The interim final rule also requires providers to make a one-page notice publicly available about the new regulations prohibiting balance billing, and any state prohibitions or limitations.

Providers also have to inform patients how to contact state and federal agencies if they believe they’ve received an illegal surprise bill.

In limited cases, a provider can inform a patient about potential out-of-network care, and — if a patient consents to the out-of-network services and any extra costs — can bill them. However, the exception doesn’t apply in most situations where surprise bills are likely to happen, like non-emergency specialist services, such as anesthesiology, provided at an in-network facility.

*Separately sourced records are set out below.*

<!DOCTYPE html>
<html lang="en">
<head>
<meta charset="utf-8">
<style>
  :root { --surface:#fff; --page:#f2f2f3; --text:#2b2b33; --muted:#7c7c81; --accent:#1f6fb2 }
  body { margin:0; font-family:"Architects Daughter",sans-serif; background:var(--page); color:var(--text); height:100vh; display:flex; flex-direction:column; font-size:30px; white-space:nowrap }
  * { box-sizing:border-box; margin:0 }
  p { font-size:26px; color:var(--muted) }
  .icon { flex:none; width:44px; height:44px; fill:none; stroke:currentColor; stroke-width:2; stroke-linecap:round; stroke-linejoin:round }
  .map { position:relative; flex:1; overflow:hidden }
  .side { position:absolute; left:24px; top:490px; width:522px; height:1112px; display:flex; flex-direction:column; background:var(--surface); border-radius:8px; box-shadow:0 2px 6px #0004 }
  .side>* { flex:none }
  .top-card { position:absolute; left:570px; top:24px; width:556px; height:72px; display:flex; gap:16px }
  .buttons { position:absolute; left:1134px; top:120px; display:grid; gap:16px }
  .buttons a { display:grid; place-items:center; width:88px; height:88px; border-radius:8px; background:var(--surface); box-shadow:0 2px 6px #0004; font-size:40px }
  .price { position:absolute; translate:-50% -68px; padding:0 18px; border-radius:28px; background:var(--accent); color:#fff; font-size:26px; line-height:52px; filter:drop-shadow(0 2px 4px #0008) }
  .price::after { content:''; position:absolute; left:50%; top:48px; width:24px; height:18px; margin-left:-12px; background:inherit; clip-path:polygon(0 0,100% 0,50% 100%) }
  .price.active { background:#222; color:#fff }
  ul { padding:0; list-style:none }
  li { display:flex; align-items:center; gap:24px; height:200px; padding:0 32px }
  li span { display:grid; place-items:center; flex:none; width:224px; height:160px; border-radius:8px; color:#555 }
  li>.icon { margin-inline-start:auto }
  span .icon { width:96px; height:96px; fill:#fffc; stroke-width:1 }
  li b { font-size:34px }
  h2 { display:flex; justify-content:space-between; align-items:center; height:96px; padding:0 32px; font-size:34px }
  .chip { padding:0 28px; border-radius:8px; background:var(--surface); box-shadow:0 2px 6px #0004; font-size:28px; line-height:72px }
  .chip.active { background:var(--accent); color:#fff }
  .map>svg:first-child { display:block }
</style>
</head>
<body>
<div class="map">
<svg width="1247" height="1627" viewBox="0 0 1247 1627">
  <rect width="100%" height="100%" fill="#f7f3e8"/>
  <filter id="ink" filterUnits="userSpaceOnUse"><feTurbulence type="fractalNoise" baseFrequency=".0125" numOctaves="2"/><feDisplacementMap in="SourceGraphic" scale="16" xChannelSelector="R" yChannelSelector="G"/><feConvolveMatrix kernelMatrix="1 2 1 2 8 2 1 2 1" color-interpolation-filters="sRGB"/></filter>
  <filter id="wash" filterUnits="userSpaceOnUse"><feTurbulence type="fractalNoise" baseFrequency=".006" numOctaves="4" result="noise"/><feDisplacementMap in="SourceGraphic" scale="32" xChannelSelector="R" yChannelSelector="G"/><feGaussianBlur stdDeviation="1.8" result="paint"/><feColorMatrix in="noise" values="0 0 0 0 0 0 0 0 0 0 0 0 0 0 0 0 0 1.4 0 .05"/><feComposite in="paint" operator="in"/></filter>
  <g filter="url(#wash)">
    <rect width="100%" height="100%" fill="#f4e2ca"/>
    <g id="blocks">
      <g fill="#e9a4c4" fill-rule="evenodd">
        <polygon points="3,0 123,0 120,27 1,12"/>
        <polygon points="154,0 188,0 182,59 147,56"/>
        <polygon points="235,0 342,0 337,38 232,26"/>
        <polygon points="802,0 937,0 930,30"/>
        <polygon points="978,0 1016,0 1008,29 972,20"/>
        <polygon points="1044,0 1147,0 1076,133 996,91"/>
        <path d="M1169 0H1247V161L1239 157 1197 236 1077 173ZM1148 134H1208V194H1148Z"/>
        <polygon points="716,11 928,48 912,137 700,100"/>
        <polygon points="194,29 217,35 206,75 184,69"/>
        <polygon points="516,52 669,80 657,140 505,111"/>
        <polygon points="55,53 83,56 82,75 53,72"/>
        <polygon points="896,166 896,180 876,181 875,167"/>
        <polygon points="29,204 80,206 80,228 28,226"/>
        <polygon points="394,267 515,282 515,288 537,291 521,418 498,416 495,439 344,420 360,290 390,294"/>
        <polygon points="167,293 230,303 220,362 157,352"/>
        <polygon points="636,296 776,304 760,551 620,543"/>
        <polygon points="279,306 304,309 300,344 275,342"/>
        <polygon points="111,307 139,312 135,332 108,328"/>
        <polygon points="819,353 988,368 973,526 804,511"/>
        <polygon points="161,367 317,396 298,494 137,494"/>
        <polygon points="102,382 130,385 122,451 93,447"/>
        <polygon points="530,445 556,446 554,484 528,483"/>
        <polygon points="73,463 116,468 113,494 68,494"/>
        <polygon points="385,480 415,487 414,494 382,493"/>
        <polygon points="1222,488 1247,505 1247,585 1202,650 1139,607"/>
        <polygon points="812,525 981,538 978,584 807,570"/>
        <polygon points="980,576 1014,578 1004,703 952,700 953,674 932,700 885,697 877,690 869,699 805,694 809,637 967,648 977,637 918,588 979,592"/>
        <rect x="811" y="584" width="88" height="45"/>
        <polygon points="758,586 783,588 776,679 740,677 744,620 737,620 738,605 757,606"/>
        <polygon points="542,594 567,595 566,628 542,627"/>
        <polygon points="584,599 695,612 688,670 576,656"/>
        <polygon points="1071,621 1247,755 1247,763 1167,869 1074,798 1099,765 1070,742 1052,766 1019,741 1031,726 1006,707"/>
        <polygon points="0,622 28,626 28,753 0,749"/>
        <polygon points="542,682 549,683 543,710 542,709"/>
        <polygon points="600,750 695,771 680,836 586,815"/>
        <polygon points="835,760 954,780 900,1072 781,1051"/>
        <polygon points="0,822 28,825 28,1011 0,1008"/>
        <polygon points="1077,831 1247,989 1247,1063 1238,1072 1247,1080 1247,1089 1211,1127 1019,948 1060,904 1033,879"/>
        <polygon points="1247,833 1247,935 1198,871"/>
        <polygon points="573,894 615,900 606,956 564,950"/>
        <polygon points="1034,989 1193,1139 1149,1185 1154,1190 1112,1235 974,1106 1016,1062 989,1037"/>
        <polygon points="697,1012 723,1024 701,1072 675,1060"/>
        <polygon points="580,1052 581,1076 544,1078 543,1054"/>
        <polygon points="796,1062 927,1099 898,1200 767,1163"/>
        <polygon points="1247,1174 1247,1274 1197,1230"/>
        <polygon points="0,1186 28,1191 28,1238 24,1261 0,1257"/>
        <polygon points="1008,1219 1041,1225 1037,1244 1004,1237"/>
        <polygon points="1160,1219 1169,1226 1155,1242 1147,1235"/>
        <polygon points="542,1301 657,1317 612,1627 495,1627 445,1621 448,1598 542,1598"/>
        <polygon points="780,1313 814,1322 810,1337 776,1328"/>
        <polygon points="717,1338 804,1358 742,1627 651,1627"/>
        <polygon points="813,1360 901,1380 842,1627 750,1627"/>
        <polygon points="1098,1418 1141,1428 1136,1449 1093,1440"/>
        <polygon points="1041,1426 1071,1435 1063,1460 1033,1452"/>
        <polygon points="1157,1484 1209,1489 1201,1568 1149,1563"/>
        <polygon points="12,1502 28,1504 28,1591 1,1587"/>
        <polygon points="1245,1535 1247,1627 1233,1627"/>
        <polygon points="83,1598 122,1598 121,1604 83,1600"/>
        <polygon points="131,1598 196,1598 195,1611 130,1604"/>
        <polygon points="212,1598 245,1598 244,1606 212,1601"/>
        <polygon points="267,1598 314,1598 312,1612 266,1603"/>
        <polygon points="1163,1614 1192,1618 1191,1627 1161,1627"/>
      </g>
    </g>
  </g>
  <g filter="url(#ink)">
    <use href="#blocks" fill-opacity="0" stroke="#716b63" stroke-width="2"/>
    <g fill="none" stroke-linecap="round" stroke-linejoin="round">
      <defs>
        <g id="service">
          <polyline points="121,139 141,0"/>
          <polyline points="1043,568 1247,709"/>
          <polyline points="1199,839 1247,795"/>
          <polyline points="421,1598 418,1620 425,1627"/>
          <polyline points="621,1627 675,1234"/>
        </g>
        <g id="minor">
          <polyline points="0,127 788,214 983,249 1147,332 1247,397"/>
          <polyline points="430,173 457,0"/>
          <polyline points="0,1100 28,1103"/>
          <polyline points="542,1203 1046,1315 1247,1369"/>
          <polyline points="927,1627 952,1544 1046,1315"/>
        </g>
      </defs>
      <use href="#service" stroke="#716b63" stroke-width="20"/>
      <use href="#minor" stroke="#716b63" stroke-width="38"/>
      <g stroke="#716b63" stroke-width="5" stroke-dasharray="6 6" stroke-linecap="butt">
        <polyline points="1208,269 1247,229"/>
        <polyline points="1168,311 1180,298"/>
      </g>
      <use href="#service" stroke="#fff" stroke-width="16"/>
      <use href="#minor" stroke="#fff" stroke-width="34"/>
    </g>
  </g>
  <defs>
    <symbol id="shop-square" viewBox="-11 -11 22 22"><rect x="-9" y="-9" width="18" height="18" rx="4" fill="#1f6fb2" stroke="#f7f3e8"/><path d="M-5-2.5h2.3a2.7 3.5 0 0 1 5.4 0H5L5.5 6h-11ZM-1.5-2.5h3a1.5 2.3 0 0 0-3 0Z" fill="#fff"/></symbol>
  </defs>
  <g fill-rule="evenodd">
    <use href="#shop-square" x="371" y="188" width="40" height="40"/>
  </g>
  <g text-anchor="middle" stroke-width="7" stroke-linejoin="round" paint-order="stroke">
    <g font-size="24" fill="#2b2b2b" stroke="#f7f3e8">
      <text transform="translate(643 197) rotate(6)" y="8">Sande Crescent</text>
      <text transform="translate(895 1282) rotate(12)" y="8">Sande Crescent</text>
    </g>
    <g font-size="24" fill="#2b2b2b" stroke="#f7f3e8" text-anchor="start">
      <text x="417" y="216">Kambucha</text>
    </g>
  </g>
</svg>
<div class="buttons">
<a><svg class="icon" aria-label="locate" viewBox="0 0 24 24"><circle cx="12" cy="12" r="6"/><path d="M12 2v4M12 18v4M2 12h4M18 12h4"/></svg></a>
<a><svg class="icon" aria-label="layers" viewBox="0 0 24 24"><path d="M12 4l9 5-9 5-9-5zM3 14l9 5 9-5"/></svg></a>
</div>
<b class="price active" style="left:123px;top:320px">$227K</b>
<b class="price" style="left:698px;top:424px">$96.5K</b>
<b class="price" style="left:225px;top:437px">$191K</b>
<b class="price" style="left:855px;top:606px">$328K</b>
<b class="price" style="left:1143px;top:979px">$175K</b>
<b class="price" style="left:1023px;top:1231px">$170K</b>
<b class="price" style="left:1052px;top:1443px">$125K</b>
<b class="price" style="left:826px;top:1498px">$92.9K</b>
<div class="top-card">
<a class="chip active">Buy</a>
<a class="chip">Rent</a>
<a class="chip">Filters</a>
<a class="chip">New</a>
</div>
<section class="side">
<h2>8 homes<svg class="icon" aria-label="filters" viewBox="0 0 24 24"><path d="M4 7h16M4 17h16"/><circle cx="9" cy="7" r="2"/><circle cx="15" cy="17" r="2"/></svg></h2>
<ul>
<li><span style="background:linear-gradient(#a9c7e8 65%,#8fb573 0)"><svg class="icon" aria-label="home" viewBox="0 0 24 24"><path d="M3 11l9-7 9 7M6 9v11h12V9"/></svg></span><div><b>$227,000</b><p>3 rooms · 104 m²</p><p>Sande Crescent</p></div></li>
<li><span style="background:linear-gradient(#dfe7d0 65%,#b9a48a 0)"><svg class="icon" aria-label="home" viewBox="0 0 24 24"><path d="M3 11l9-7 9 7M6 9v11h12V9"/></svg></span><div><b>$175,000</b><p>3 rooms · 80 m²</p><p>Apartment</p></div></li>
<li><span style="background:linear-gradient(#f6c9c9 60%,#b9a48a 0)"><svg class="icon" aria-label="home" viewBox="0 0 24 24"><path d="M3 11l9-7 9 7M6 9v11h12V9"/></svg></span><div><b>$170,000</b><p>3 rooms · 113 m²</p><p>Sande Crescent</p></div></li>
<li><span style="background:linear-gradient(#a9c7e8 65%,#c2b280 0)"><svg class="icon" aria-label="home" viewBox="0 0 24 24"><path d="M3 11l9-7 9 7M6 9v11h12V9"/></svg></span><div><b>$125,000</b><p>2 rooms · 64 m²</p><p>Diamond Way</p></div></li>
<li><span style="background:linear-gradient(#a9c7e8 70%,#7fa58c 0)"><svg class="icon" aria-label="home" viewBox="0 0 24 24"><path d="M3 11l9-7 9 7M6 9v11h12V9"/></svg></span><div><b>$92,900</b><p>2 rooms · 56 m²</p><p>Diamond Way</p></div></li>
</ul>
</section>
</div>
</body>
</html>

The interim final rule is the first in a series to stand up the No Surprises Act.

Later this year, the Biden administration plans to issue regulations regarding the independent dispute resolution process, the patient-provider complaint and dispute resolution process and price comparison tools, according to the rule.

Under the law, the federal government has the authority to fine up to $ 10,000 per billing violation. It protects patients for services rendered in hospitals and by doctors and the large majority of providers, but left out ground ambulances.

Critics said at the time it was a notable oversight, as a large proportion of emergency rides result in surprise bills. Slightly more than half of emergency ground ambulance rides resulted in an out-of-network bill, according to a recent analysis from the Kaiser Family Foundation.

Read More:  Biden administration issues first in a series of rules to eliminate surprise medical billing

Comments on the interim final rule are due 60 days after its publication in the Federal Register.